Whistleblower Ungkap Meta Diduga Dukung Pengembangan AI Militer China

Sejak awal tahun 2025, sorotan media tertuju pada klaim yang diungkap oleh Sarah Wynn-Williams, mantan eksekutif Meta Platforms, yang menuduh perusahaan tersebut membantu China dalam mengembangkan kemampuan kecerdasan buatan (AI) untuk kepentingan militer. Keterlibatan Wynn-Williams dalam urusan keamanan nasional Amerika Serikat (AS) ini menimbulkan banyak pertanyaan, terutama terkait dengan integritas dan tujuan perusahaan teknologi besar dalam skala global.

Wynn-Williams, yang menjabat sebagai direktur kebijakan publik global untuk Meta, mengungkapkan bahwa selama dia bekerja di perusahaan itu, Meta mulai memberikan pengarahan kepada Partai Komunis China mengenai teknologi baru yang relevan, termasuk AI. Dalam kesaksian yang direncanakan di depan Subkomite Kehakiman Senat tentang Kejahatan dan Kontraterorisme, ia menyatakan bahwa tujuan dari pengarahan ini adalah untuk memperkuat posisi China dalam perlombaan senjata AI, sekaligus mengabaikan kepentingan perusahaan-perusahaan Amerika. “Meta mulai memberi pengarahan kepada Partai Komunis China sejak awal 2015,” ungkapnya.
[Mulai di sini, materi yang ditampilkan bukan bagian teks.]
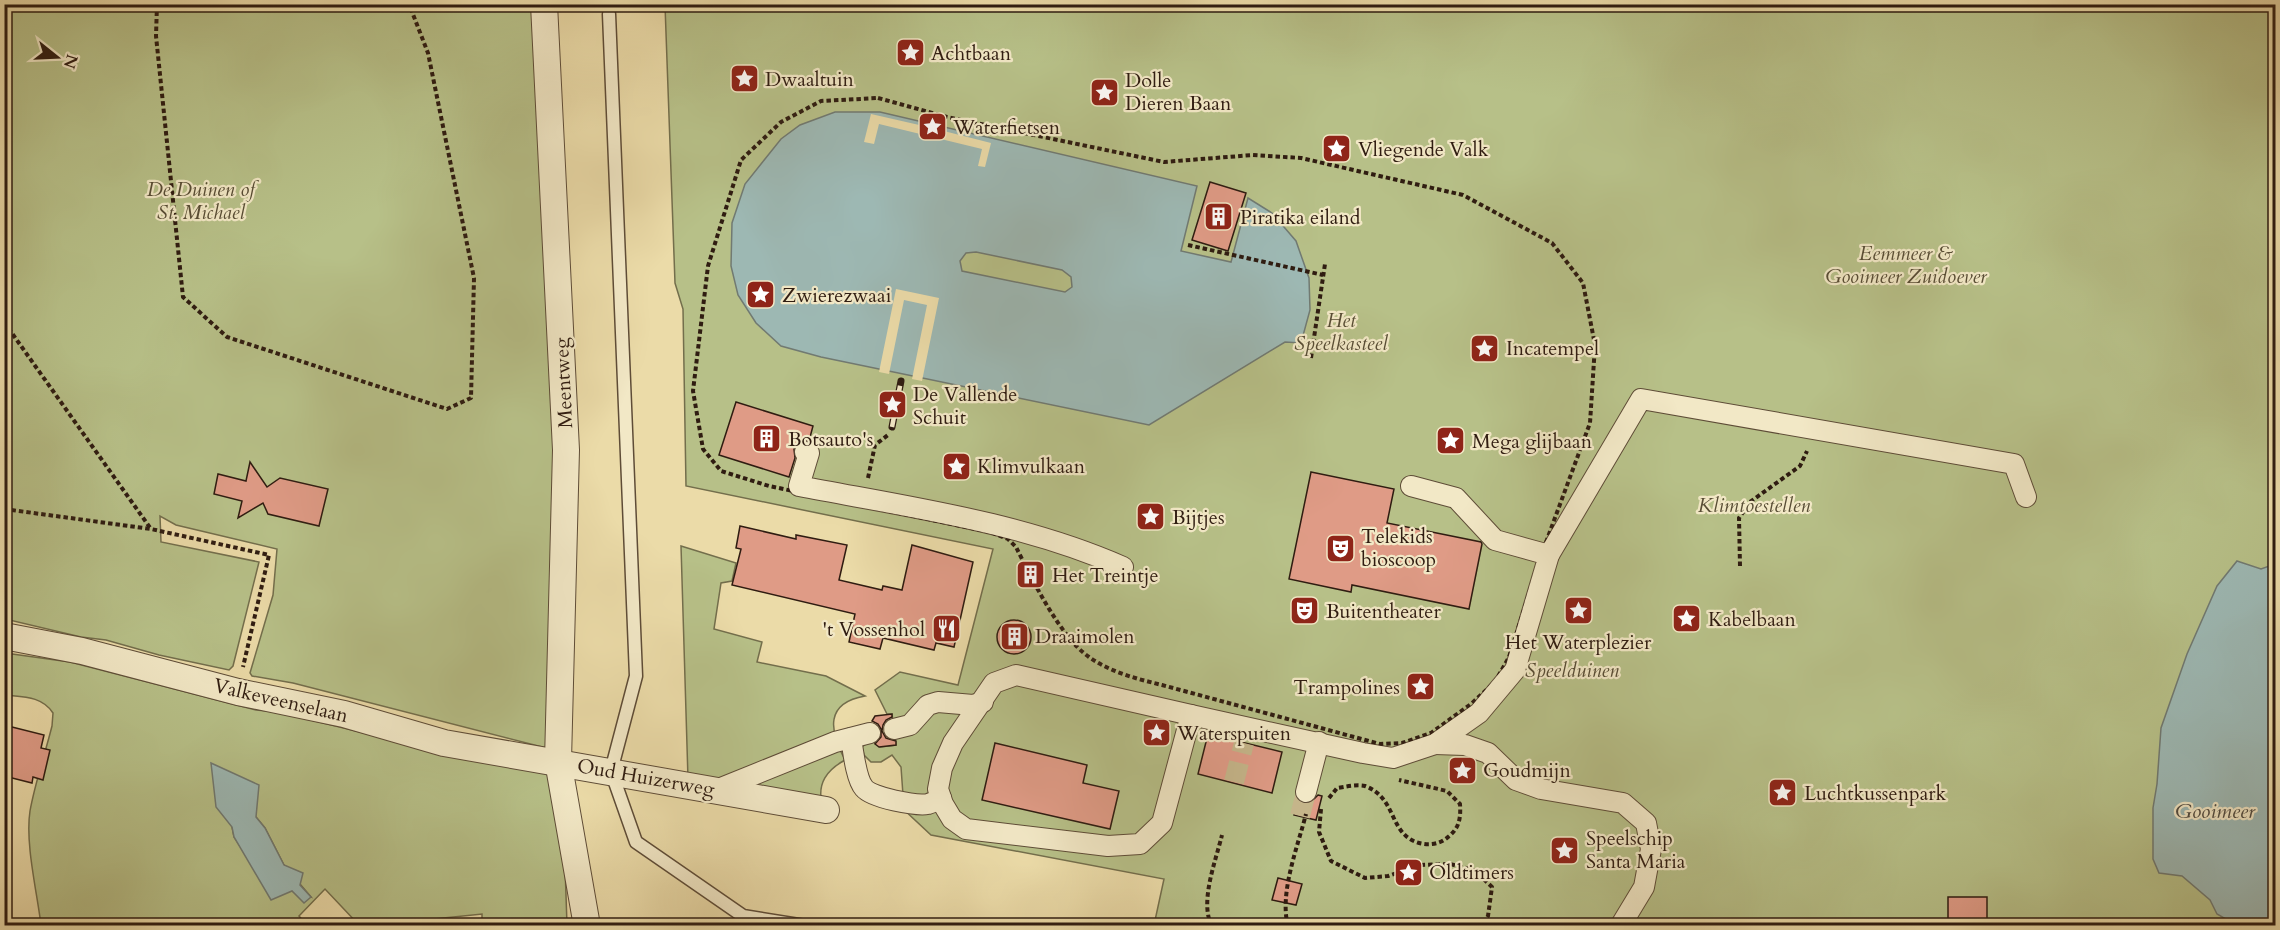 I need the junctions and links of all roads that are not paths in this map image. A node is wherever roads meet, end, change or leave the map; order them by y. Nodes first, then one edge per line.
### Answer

Salah satu pernyataan paling mencolok dari Wynn-Williams adalah adanya “garis lurus” antara pengarahan yang diberikan oleh Meta dan penggunaan kemampuan AI yang dimanfaatkan oleh China untuk memperkuat kekuatan militernya. Meskipun klaim ini memicu kontroversi, Wynn-Williams tidak memberikan rincian spesifik atau bukti pemanaian dari pengalaman pribadinya yang dapat mendukung pernyataan tersebut.

Reaksi dari pihak Meta pun tidak kalah menarik. Seorang juru bicara perusahaan, Andy Stone, menyatakan bahwa klaim yang dilontarkan Wynn-Williams tidak mencerminkan kenyataan dan dianggap penuh dengan informasi yang menyesatkan. Stone menekankan bahwa meskipun Meta menunjukkan minat untuk memasuki pasar China di masa lalu, saat ini, perusahaan tidak beroperasi di negara tersebut. Menurutnya, kendala sensor yang ketat di China menjadi salah satu faktor utama, mengingat Facebook dan layanan Meta lainnya masih diblokir di negara tersebut.

Namun, keterlibatan Meta dengan pengiklan asal China tidak bisa kita abaikan. Wynn-Williams mencatat bahwa Meta masih mendapatkan pendapatan dari perusahaan-perusahaan di China, meskipun platformnya tidak berfungsi di sana. Hal ini menunjukkan adanya hubungan ekonomi yang tetap terjalin, meskipun dalam konteks operasional media sosial yang terbatas.

Kisah Wynn-Williams semakin menarik perhatian, terutama setelah terbitnya memoirnya yang berjudul “Careless People” yang menjadi bestseller. Dalam buku ini, ia menceritakan pengalamannya di Meta dan juga mengungkapkan sejumlah praktik yang menurutnya merugikan keamanan nasional AS. Memoar ini berhasil menarik perhatian banyak anggota parlemen, termasuk Senator Josh Hawley, yang mengarahkan perhatian pada tuduhan Wynn-Williams dan berkolaborasi dengan rekan-rekannya untuk menyelidiki lebih lanjut apakah Meta memang benar menyediakan perangkat AI, termasuk perangkat lunak pengawasan, kepada pemerintah China.

Dalam konteks yang lebih luas, perdebatan mengenai peran perusahaan teknologi besar dalam hubungan internasional semakin mengemuka. Ketegangan antara AS dan China dalam berbagai bidang, termasuk teknologi, menjadi sorotan utama. Klaim Wynn-Williams menambah dimensi baru dalam diskusi mengenai etika bisnis dan tanggung jawab perusahaan dalam menjalankan operasi mereka di arena global.

Akankah kesaksian dari Wynn-Williams di hadapan Senat dapat mempengaruhi kebijakan perusahaan teknologi? Poin-poin yang diungkap dalam kesaksiannya bisa jadi berdampak signifikan dalam pengaturan regulasi dan pengawasan terhadap tindakan perusahaan-perusahaan besar. Sementara itu, netizen dan pengamat industri tidak bisa tidak bertanya-tanya tentang masa depan hubungan antara teknologi dan kebijakan luar negeri, serta potensi bahaya yang bisa timbul dari kerjasama yang tidak terawasi antara barat dan timur.